Google tweeted today: “27 years ago today, Tim Berners-Lee and Robert Cailliau published their proposal for a little something called the ‘WorldWideWeb’.” That was the first web browser.
“When it was written in 1990, it was the only way to see the web. Much later it was renamed Nexus in order to save confusion between the program and the abstract information space (which is now spelled World Wide Web with spaces),” said Berners-Lee, who invented the World Wide Web in 1989 when he was in his early 40s.
A graduate of Oxford University, he invented the web and created the web browser while working at the European Council for Nuclear Research (CERN).
The first website was built at CERN. It was put online for the first time on August 6, 1991. The website, carrying information about the World Wide Web, was made by Berners-Lee. It can still be seen online at http://info.cern.ch/hypertext/WWW/TheProject.html. Just a collection of hyperlinks with explanatory text, and no pictures or illustrations, it looks stark and bare compared with the web pages today.
Berners-Lee moved from CERN to the Massachusetts Institute of Technology in 1994 to found the World Wide Web Consortium (W3C), an international community devoted to developing open web standards. He remains the director of W3C to this day.
‘I may have invented the web, but all of you have helped’
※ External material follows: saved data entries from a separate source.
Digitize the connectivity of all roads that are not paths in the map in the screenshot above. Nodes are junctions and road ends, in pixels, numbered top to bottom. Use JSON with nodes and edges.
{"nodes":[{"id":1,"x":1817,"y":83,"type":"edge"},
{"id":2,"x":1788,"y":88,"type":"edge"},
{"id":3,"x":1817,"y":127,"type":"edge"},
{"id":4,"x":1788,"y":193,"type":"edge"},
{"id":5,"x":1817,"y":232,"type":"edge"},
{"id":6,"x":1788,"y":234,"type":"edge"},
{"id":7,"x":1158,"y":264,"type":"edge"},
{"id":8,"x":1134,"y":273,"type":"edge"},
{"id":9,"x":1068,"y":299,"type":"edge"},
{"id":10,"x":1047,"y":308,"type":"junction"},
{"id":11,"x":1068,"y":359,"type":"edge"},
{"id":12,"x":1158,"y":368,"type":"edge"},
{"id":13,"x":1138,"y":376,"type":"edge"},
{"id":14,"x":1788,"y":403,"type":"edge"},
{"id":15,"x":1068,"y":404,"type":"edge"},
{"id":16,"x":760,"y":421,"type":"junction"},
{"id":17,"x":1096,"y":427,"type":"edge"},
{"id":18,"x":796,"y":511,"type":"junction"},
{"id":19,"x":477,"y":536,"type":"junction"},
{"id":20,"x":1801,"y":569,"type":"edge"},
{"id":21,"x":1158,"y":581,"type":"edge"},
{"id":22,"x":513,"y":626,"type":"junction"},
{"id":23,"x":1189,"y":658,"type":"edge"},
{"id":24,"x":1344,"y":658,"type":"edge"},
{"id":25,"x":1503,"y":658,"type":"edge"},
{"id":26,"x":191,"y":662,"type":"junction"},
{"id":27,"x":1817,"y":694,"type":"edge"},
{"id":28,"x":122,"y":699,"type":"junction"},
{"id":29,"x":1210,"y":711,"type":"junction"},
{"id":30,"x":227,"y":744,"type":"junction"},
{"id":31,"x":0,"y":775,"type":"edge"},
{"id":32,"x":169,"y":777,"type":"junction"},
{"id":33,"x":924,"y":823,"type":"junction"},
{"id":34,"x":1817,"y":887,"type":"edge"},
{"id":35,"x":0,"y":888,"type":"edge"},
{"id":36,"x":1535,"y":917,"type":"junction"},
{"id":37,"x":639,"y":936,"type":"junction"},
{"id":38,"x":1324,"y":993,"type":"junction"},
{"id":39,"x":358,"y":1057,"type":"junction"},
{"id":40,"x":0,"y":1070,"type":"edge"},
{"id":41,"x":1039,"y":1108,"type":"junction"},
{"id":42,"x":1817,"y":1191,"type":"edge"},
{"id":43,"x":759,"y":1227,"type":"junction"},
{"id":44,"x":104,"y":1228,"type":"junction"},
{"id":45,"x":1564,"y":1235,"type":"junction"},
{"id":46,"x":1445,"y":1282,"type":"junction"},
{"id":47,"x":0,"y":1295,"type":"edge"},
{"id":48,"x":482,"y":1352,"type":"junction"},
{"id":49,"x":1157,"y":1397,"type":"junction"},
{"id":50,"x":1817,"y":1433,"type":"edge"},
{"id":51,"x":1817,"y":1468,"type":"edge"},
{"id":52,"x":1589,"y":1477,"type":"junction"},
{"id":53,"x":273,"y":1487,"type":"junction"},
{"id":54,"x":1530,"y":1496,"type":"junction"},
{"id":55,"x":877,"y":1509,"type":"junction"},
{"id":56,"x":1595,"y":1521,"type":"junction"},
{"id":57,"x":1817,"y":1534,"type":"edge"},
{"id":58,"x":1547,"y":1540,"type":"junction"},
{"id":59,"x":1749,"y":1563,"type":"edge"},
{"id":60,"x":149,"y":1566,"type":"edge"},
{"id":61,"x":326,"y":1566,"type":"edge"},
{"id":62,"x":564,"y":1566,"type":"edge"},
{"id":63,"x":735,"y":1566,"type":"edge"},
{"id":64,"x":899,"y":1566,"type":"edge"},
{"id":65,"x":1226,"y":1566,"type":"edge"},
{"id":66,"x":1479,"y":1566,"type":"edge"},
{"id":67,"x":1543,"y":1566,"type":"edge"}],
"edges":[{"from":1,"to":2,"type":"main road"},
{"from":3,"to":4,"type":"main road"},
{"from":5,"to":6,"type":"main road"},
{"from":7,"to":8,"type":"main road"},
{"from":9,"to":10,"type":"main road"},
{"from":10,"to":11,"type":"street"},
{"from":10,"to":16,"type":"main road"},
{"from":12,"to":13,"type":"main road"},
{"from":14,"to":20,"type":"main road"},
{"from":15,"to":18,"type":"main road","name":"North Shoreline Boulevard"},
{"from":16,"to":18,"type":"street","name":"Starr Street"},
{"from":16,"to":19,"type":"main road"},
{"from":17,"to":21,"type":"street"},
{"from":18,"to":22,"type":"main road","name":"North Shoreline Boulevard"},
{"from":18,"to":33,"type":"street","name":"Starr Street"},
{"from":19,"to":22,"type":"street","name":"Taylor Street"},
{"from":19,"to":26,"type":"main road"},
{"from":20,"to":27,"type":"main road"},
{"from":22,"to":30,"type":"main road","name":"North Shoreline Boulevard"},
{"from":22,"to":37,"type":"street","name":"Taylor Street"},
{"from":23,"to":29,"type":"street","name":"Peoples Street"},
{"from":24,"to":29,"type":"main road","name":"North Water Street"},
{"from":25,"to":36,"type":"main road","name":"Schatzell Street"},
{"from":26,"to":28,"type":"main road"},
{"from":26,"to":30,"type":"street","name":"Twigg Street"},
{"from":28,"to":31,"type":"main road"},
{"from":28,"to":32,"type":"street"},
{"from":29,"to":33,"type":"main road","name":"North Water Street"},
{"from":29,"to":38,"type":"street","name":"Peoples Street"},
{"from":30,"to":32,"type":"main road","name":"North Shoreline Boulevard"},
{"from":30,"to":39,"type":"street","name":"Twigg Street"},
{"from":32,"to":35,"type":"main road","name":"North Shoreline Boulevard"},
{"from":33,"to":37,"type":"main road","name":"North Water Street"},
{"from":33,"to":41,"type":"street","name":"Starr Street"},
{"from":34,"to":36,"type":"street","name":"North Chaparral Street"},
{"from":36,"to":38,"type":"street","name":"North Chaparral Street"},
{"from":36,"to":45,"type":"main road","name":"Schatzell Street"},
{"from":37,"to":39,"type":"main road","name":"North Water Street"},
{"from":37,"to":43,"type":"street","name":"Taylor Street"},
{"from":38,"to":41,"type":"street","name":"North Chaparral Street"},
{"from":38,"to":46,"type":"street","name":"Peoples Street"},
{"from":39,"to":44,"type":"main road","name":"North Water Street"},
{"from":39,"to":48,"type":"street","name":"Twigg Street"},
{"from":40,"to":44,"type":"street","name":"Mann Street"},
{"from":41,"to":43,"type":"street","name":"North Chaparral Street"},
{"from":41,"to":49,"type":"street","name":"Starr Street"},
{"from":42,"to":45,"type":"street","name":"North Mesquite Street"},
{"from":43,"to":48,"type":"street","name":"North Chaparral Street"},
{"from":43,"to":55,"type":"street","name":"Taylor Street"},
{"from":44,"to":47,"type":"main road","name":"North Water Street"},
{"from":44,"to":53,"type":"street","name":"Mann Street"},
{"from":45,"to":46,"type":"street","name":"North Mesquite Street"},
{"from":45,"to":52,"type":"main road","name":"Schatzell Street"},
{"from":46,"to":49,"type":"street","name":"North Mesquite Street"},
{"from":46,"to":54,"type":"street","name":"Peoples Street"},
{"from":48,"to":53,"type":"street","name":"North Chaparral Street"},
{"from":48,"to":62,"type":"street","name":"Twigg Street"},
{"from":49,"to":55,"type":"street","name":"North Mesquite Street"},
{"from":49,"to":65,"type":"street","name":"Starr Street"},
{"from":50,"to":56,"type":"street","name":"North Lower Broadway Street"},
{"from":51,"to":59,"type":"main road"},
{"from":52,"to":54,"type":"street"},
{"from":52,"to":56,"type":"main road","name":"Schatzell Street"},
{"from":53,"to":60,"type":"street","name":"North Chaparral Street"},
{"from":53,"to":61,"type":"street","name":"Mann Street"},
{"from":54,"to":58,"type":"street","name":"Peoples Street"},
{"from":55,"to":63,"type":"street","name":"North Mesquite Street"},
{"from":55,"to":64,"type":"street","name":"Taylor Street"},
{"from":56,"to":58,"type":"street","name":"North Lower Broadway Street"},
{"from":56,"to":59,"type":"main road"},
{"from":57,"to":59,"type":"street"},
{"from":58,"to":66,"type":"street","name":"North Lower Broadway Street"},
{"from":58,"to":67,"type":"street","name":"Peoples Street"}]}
“I may have invented the web, but all of you have helped to create what it is today. All the blogs, posts, tweets, photos, videos, applications, web pages and more represent the contributions of millions of you around the world building our online community,” Berners-Lee wrote in an article published in The Guardian on March 12, 2017, on the 28th anniversary of the day he submitted his original proposal for the World Wide Web.
The web was the child of an idealistic vision. “I imagined the web as an open platform that would allow everyone, everywhere to share information, access opportunities, and collaborate across geographic and cultural boundaries,” Berners-Lee wrote. “In many ways, the web has lived up to this vision, though it has been a recurring battle to keep it open.”
Concern over misinformation
He expressed concern that it has become too easy for misinformation to spread on the web.
“Today, most people find news and information on the web through just a handful of social media sites and search engines,” he wrote. “These sites make more money when we click on the links they show us. And they choose what to show us based on algorithms that learn from our personal data that they are constantly harvesting. The net result is that these sites show us content they think we’ll click on – meaning that misinformation, or fake news, which is surprising, shocking, or designed to appeal to our biases, can spread like wildfire. And through the use of data science and armies of bots, those with bad intentions can game the system to spread misinformation for financial or political gain.”
The web has changed both in character and appearance. You only have to check Internet Archive’s Wayback Machine to see how different web pages used to be.
But visionaries could see computers were going to do more and more the work of the humans.
Web: A very short history
In The World Wide Web: A Very Short Personal History, in 1998, Berners-Lee wrote:
“There have always been things which people are good at, and things computers have been good at, and little overlap between the two. I was brought up to understand this distinction in the 50s and 60s that intuition and understanding were human characteristics, and that computers worked mechanically in tables and hierarchies.”
But the World Wide Web gave rise to new possibilities. Berners-Lee wrote in 1998:
“The web of human-readable document is being merged with a web of machine-understandable data. The potential of the mixture of humans and machines working together and communicating through the web could be immense.”